About this task:
Give back, character for character, the line that includes "Extract the road" and all lines beneath it in the data.

(Data records)
☆ ☆ ☆

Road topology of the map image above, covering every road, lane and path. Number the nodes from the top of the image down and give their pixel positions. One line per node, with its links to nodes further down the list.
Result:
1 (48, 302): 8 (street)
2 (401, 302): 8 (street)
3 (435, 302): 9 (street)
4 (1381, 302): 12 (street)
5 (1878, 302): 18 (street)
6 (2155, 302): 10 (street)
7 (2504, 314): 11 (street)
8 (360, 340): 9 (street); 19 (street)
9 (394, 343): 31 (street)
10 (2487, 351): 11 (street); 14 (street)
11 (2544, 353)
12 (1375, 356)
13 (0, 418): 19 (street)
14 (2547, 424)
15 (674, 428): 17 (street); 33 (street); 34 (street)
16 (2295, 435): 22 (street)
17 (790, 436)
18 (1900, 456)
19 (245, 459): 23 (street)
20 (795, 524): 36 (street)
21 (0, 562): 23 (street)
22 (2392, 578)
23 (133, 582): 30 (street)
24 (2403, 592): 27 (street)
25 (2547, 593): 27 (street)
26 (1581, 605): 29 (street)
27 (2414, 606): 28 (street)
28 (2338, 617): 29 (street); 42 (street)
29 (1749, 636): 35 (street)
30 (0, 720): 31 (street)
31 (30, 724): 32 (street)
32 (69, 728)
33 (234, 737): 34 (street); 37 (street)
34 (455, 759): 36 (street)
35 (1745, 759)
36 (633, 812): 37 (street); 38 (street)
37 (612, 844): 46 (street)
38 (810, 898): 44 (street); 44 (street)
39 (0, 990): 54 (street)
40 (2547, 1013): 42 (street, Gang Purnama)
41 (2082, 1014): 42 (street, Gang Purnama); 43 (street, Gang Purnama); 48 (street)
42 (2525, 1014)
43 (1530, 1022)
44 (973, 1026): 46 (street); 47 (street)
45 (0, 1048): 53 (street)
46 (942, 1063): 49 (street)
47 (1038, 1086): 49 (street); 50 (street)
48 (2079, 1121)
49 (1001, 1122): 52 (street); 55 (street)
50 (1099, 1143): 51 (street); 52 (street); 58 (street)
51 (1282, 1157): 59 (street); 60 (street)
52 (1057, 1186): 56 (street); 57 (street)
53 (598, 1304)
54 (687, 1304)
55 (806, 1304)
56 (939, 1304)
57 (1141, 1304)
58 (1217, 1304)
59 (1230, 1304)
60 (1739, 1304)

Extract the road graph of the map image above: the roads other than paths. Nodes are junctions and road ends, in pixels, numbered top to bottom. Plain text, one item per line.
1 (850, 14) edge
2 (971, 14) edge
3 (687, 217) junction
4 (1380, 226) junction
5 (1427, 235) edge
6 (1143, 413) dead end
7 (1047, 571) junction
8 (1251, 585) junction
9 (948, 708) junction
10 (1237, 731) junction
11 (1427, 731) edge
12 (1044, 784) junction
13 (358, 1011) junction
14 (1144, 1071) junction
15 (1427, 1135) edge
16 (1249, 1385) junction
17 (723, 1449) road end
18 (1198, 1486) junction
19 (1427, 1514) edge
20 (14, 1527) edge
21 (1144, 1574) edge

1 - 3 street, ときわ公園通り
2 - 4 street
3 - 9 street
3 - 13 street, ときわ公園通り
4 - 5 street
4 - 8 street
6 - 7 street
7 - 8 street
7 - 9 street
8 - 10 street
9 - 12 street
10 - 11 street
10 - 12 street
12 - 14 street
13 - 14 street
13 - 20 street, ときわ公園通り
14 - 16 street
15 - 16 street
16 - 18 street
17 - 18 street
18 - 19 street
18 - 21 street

☆ ☆ ☆

Written response:
Extract the road graph of the map image above: the roads other than paths. Nodes are junctions and road ends, in pixels, numbered top to bottom. Plain text, one item per line.
1 (850, 14) edge
2 (971, 14) edge
3 (687, 217) junction
4 (1380, 226) junction
5 (1427, 235) edge
6 (1143, 413) dead end
7 (1047, 571) junction
8 (1251, 585) junction
9 (948, 708) junction
10 (1237, 731) junction
11 (1427, 731) edge
12 (1044, 784) junction
13 (358, 1011) junction
14 (1144, 1071) junction
15 (1427, 1135) edge
16 (1249, 1385) junction
17 (723, 1449) road end
18 (1198, 1486) junction
19 (1427, 1514) edge
20 (14, 1527) edge
21 (1144, 1574) edge

1 - 3 street, ときわ公園通り
2 - 4 street
3 - 9 street
3 - 13 street, ときわ公園通り
4 - 5 street
4 - 8 street
6 - 7 street
7 - 8 street
7 - 9 street
8 - 10 street
9 - 12 street
10 - 11 street
10 - 12 street
12 - 14 street
13 - 14 street
13 - 20 street, ときわ公園通り
14 - 16 street
15 - 16 street
16 - 18 street
17 - 18 street
18 - 19 street
18 - 21 street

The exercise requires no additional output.